Author: Paul Leonard
BBC Books
£5.99 (US$6.95)
ISBN 0 563 53806 6
Available now

Towards the end of the Second World War, a mysterious new coded signal is detected coming from Germany. British code-breaker Alan Turing is called upon to decipher it. A new acquaintance of Turing, an eccentric amnesiac known as the Doctor, seems suspiciously well informed about the code...

The author, who is known for his detailed depictions of convincingly alien cultures, makes the surprising move of revealing very little about the "strangers" behind the mysterious signal. Instead, he writes a very human story, told from the perspectives of three very different participants in the war.

In addition to Turing, Leonard also adopts the standpoint of the novelist and spymaster Graham Greene, as well as US Air Force pilot Joseph Heller, who wrote Catch 22 in 1961. Turing's narrative is full of the dispassionate language of the mathematical theorems that brought him fame (he first observes the Doctor standing in a "polygon of sunlight").
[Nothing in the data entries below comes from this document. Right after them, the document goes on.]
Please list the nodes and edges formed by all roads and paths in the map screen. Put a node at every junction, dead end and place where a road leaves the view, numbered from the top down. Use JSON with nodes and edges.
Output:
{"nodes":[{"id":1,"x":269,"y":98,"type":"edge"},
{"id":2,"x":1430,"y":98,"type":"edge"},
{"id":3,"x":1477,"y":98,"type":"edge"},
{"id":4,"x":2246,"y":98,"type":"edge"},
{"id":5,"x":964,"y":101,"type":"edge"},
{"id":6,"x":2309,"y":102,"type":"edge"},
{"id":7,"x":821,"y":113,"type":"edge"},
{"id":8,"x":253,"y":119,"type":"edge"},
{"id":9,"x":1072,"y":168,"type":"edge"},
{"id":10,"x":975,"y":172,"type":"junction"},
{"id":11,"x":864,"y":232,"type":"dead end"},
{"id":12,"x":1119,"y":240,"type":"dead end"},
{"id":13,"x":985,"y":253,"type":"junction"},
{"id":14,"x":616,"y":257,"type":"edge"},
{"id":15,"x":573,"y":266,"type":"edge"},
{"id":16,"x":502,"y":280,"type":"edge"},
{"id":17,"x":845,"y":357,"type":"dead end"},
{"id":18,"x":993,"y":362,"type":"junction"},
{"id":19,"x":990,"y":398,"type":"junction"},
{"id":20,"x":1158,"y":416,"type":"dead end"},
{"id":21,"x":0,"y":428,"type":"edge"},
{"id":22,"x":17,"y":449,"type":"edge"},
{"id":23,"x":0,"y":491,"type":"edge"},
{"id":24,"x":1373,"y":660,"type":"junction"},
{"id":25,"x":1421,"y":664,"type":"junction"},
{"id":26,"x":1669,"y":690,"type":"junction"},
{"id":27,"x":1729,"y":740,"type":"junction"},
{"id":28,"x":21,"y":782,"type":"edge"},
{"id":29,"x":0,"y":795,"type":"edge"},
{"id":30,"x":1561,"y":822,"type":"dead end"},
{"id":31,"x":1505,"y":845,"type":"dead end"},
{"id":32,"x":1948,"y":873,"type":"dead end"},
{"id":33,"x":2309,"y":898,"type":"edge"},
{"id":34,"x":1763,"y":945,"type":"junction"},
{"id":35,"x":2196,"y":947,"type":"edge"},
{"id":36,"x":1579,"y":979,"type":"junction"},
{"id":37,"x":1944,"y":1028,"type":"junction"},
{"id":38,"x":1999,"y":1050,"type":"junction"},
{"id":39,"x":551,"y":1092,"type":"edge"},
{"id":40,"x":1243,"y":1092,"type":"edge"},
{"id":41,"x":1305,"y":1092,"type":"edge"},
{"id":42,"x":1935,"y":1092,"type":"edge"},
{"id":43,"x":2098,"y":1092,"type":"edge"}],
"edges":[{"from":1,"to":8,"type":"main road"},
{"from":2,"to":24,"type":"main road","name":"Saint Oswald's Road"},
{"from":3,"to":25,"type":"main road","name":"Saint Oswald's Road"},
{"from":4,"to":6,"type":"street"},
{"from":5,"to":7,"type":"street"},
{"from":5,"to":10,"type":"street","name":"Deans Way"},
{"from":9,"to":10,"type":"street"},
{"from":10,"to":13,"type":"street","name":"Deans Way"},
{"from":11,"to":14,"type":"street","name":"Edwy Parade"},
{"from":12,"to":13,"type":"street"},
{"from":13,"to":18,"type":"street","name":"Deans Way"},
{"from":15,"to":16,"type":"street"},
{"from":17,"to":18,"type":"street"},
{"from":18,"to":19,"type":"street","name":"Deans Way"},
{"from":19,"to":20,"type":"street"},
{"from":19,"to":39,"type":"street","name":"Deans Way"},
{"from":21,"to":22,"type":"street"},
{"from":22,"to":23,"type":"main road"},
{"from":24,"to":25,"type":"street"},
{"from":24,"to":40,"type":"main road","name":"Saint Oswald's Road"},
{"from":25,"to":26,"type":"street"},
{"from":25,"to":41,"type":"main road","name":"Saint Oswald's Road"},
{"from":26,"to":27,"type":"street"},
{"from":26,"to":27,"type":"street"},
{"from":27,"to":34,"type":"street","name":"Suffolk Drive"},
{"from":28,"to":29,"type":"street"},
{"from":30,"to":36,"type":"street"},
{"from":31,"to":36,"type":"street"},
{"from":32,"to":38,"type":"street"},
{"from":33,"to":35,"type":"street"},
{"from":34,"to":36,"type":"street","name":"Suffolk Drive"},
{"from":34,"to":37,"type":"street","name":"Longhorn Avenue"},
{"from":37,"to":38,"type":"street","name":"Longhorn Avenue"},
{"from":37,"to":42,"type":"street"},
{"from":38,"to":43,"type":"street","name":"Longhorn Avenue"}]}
Yet he does feel compassion, especially for the Doctor, though in his naivety he remains deeply confused about human feelings and morality. Heller sees the contradictory nature of Turing, and of war itself, which he sees as enforced recruitment for the purpose of wholesale murder, and quite rationally seeks any means to avoid causing or suffering death. I found Greene's narrative to be the least enjoyable, possibly because I have little interest in his novels, and also because his chapters feature very little of the Doctor.

Unlike Andy Lane and Justin Richards' The Banquo Legacy, wherein two opposing accounts were collated into some semblance of a sequence, the narratives of Turing, Greene and Heller are regimented into separate sections. This makes for some abrupt breaks in the story, where one account ends and the next jumps back to an earlier point in time, told from a different point of view. This device challenges the attention of the reader, but is effective in the way in which it establishes certain basic assumptions before turning them completely on their heads.

While not as satisfying as some of the more recent Eighth Doctor novels (but then, the overall standard of this series has risen considerably of late), this book is nonetheless well worth a look.